Sahabeden bir zat kalktı, dedi ki:
"--Ya Rasûlallah! Yol güzergahındaki o çardaklılar da, o hurma direklerinden, dallarından yapılan mescidcikler de bu hükme dahil midir?"
Peygamber SAS buyurdu ki:
"--Evet dahildir; onların süpürülmesi, süprüntülerinin bir kenara toplanması, yani içlerinin temiz tutulması, cennetteki huri kızların mehirleridir."
Bir mescid için böyle olursa, 308 cami inşa etmiş bir sultanın ahiretteki mükâfatı ne olur?

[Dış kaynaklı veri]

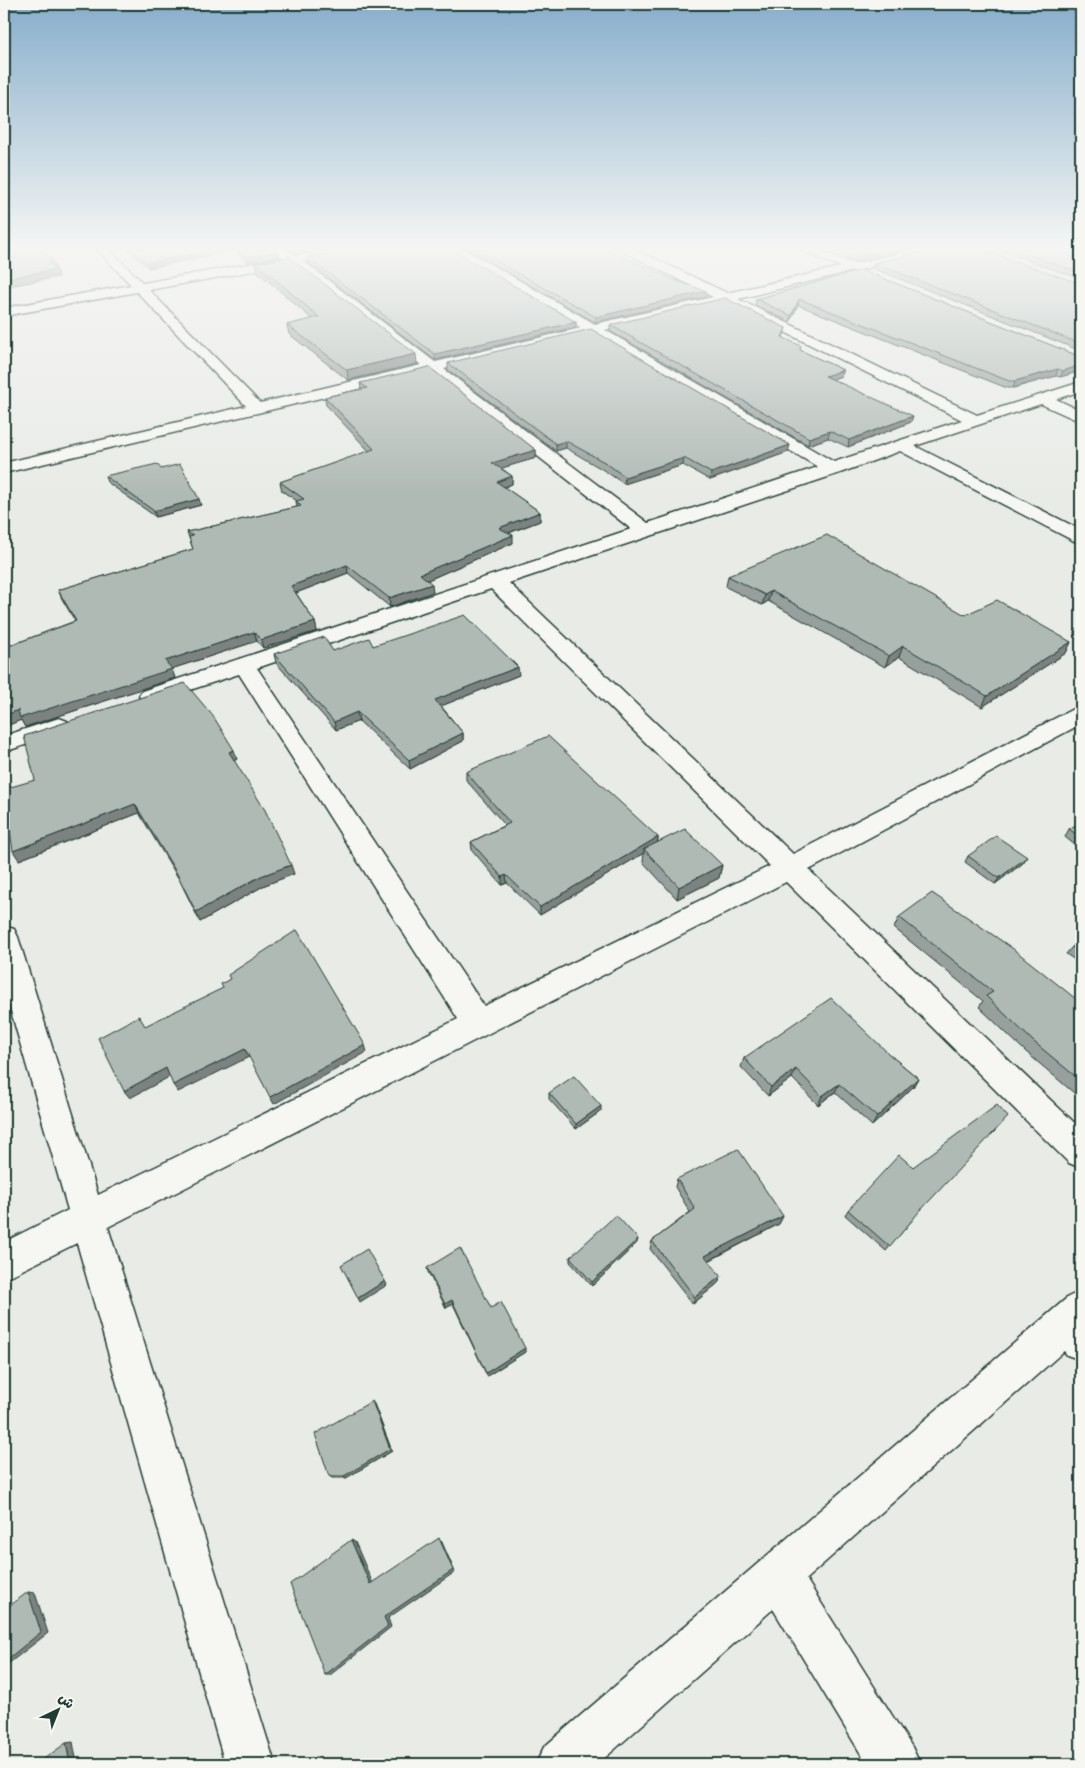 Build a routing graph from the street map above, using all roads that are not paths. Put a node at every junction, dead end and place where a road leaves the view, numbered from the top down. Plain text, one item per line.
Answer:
1 (182, 331) edge
2 (386, 331) edge
3 (582, 331) edge
4 (597, 331) edge
5 (794, 331) edge
6 (432, 366) junction
7 (1081, 386) edge
8 (1042, 399) junction
9 (256, 408) junction
10 (1081, 417) edge
11 (977, 421) junction
12 (901, 445) junction
13 (4, 468) edge
14 (834, 469) junction
15 (646, 531) junction
16 (1081, 537) edge
17 (495, 582) junction
18 (244, 665) junction
19 (133, 701) edge
20 (1081, 714) edge
21 (78, 720) edge
22 (4, 744) edge
23 (789, 868) junction
24 (4, 937) edge
25 (478, 1023) junction
26 (1081, 1152) edge
27 (87, 1218) junction
28 (4, 1261) edge
29 (1076, 1325) edge
30 (778, 1574) junction
31 (250, 1764) edge
32 (561, 1764) edge
33 (895, 1764) edge

1 - 9 street
2 - 6 street
3 - 6 street
4 - 14 street
5 - 11 street
6 - 9 street
6 - 15 street
7 - 8 street
8 - 10 street
8 - 11 street
9 - 13 street
11 - 12 street
12 - 14 street
12 - 16 street
14 - 15 street
15 - 17 street
17 - 18 street
17 - 23 street
18 - 19 street
18 - 25 street
20 - 23 street
21 - 22 street
23 - 25 street
23 - 26 street
24 - 27 street
25 - 27 street
27 - 28 street
27 - 31 street
29 - 30 street
30 - 32 street
30 - 33 street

Ege'yi ve Karadeniz'i bir Türk iç denizi haline sokmuş; boğazların, İstanbul ve Çanakkale boğazları'nın rejimini kurmuş, kalelerle iki tarafını tahkim etmiş. Şimdi, o boğazlardan can düşmanımız, tarihî düşmanımız, düşman gemilerinin geçmesine bile dur diyecek gücümüz yok. Çanakkale'deki kalesinin kitabesini, inkılabın ve örfi idarenin günlerinde, oraya bakan bir yüzbaşı, eski yazıdır diye demir tarakla tarattırmış, kazıtmış, yok etmiş.

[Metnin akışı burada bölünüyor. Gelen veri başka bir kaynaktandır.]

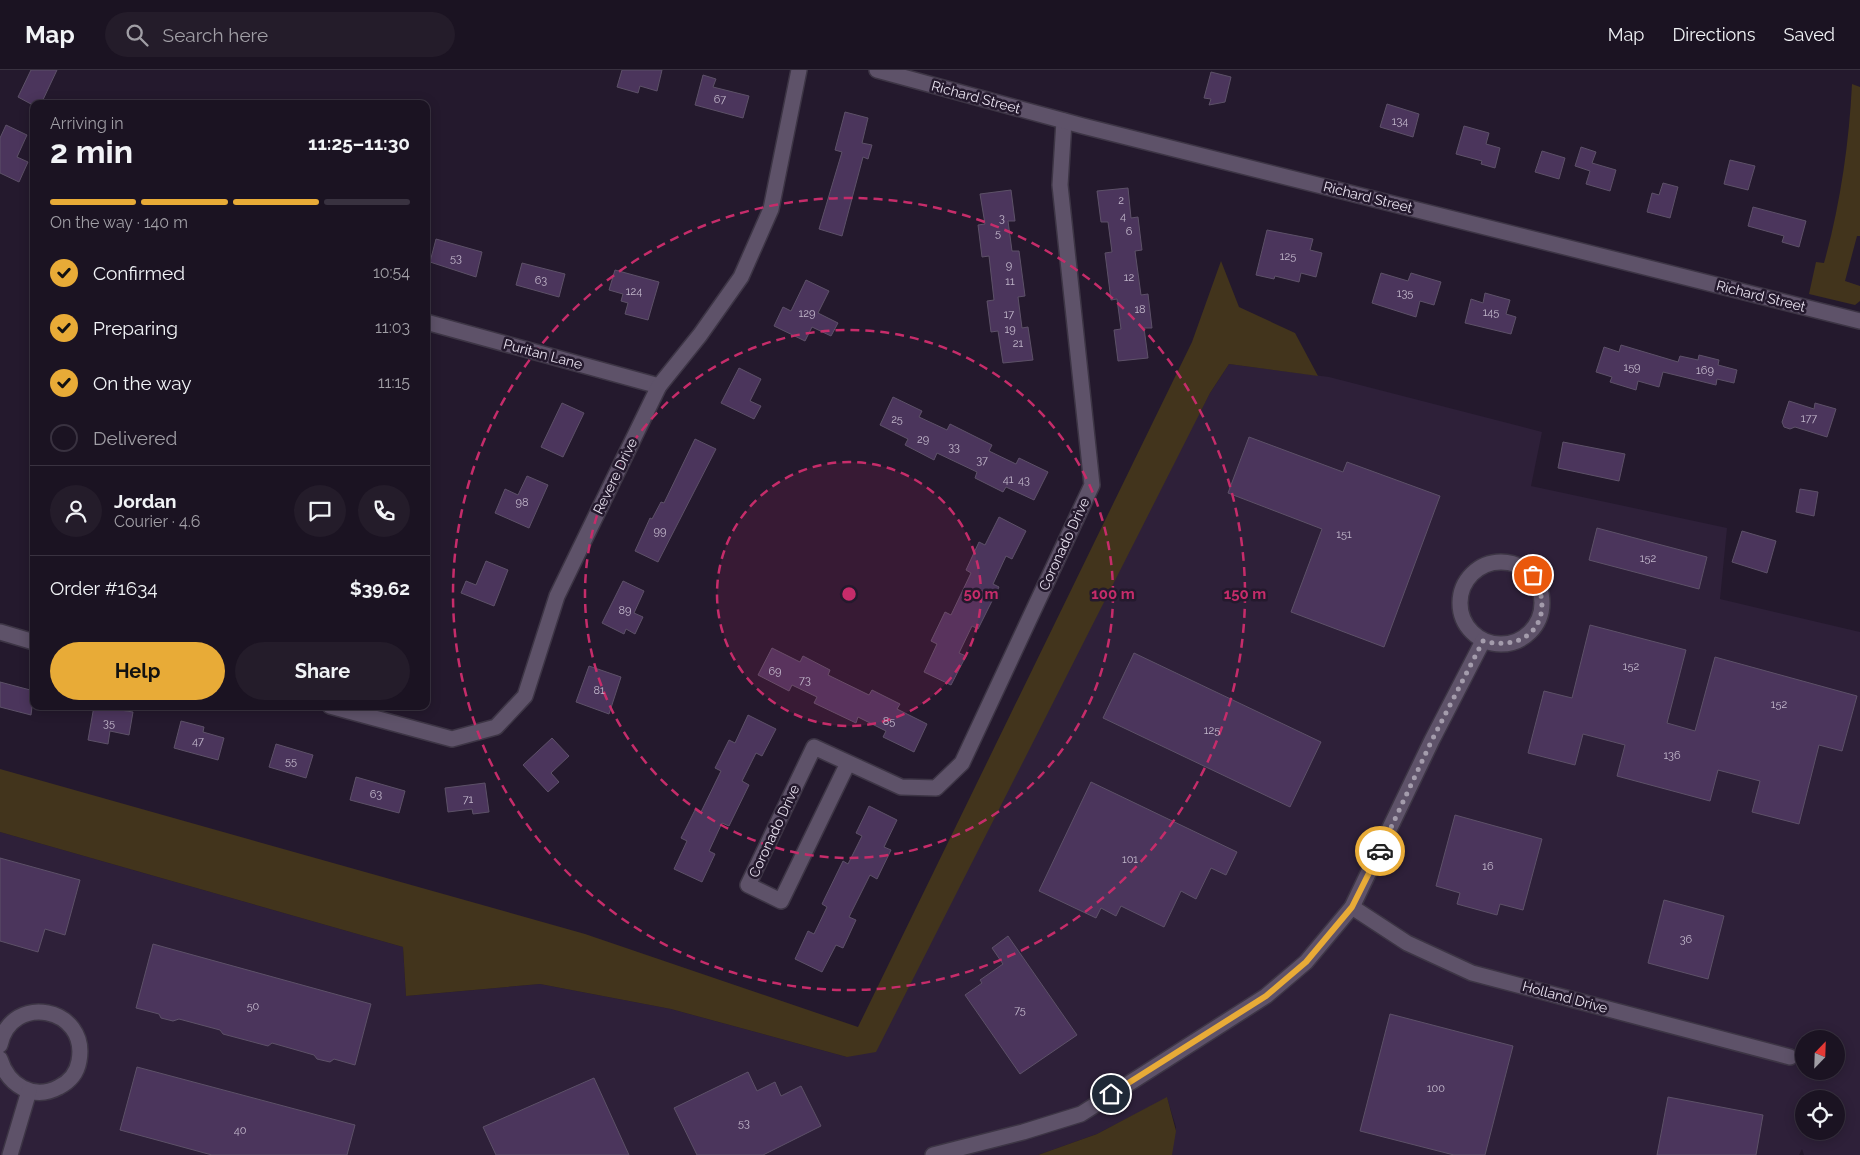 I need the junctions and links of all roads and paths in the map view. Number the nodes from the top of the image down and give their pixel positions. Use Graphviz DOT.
graph roads {
  1 [pos="799,70"];
  2 [pos="877,70"];
  3 [pos="1064,121"];
  4 [pos="1860,321"];
  5 [pos="430,323"];
  6 [pos="659,386"];
  7 [pos="0,632"];
  8 [pos="30,641"];
  9 [pos="1483,641"];
  10 [pos="345,710"];
  11 [pos="848,763"];
  12 [pos="1352,907"];
  13 [pos="0,1045"];
  14 [pos="1790,1057"];
  15 [pos="0,1059"];
  16 [pos="29,1091"];
  17 [pos="10,1155"];
  18 [pos="933,1155"];
  1 -- 6 [label="street, Revere Drive"];
  2 -- 3 [label="street, Richard Street"];
  3 -- 4 [label="street, Richard Street"];
  3 -- 11 [label="street, Coronado Drive"];
  5 -- 6 [label="street, Puritan Lane"];
  6 -- 10 [label="street, Revere Drive"];
  7 -- 8 [label="street"];
  9 -- 9 [label="street"];
  9 -- 12 [label="street"];
  11 -- 11 [label="street, Coronado Drive"];
  12 -- 14 [label="street, Holland Drive"];
  12 -- 18 [label="street"];
  13 -- 16 [label="street"];
  15 -- 16 [label="street"];
  16 -- 17 [label="street"];
}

Çok geri seviyede iken aldığı Türk donanmasını, denizciliği ile meşhur Venediği de geçerek o devrin bir numaralı deniz kuvveti haline getirmiş. İtalya yarımadası çizmesinin ökçesini, Otranto kalesini Osmanlı toprağına katmış.

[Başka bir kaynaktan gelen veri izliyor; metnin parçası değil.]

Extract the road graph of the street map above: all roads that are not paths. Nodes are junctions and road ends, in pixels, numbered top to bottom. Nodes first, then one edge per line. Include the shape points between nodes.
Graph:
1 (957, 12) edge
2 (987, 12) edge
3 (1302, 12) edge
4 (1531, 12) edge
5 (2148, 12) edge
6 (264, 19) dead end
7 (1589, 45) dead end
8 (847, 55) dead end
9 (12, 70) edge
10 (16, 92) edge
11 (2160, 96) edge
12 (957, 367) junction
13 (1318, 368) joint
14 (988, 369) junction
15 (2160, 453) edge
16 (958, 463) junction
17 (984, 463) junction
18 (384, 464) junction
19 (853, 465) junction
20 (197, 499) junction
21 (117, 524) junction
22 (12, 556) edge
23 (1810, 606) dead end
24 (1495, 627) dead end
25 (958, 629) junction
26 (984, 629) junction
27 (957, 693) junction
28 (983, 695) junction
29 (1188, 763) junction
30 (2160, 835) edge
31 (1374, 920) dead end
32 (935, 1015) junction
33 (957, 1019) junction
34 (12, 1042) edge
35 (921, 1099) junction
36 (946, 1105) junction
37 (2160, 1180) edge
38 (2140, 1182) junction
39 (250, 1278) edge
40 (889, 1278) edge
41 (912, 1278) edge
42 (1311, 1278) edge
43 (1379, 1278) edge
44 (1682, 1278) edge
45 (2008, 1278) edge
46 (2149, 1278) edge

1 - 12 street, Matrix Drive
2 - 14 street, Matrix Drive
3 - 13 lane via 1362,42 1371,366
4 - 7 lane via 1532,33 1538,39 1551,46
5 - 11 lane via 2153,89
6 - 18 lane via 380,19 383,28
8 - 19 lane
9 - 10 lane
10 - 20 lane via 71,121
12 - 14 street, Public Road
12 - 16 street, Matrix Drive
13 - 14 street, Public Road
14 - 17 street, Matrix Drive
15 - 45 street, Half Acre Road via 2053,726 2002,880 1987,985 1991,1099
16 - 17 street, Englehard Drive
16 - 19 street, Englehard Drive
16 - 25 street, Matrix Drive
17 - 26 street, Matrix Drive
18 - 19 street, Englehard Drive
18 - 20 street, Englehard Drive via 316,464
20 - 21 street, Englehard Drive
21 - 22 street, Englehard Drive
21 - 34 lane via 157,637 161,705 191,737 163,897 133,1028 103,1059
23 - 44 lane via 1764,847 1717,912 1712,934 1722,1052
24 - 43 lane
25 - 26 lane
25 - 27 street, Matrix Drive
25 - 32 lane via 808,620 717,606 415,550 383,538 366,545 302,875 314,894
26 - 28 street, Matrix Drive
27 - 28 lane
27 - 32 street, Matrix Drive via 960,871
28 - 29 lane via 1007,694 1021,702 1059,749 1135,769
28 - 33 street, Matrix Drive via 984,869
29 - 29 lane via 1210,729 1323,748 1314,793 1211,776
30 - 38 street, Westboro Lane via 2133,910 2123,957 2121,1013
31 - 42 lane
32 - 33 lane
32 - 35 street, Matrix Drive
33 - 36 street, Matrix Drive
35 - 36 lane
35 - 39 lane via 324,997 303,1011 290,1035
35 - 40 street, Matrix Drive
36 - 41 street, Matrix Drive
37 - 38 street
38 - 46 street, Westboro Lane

Devlet teşkilatında büyük hamleler yapmış. İstanbul Üniversitesini kurmuş! Devrinin bir çok ilmini hızla öğrenmiş, bir çoğunda gerçek alim payesini ihraz etmiş, hatta dehâ eseri göstermiş, buluşlar yapmış; uçan füzeler, şâhî toplar, havadan, tepelerden gülle aşıran havan topları icad etmiş. Gemilerini, tarihin görmediği bir şekilde dağ ve tepe dalgalarından aşırmış.
Arapça ve Farsça'dan başka Türkçe'nin oldukça değişik bir lehçesi oluşuna rağmen Çağatay lehçesini; teb'asının dilleri olması hasebiyle, Yunanca'yı, Latince'yi, Sırpça'yı, İtalyanca'yı, İbranice'yi öğrenmiş. Hocalarına sonsuz hürmet göstermiş, daima ellerini öpmüş. Molla Gürâni kendisinden 12 yaş büyük, Akşemseddin kendisinden 42 yaş daha büyük. Yılmaz Öztuna'nın iddiasına göre Mevlevi tarikatına müntesip imiş. İntisap ettiği çelebi, Emir Adil Çelebi, 1461'de ahirete irtihal etmiş olan postnişin.
Şiir ve sanata çok önem vermiş. Şaşılacak bir şey ki, divanı sadece àşıkàne şiirlerle dolu. İnsan başka şey tahmin ediyor, başından sonuna tarıyor; demek ki delikanlık çağında yazdı ve öteki şairlerin yaptığını yapamadı. Bazı şairler delikanlılık çağında yazdığı şiirlerini imha etmiş; Mehmet Akif gibi ve daha başkaları imha etmiş, bu imha edememiş.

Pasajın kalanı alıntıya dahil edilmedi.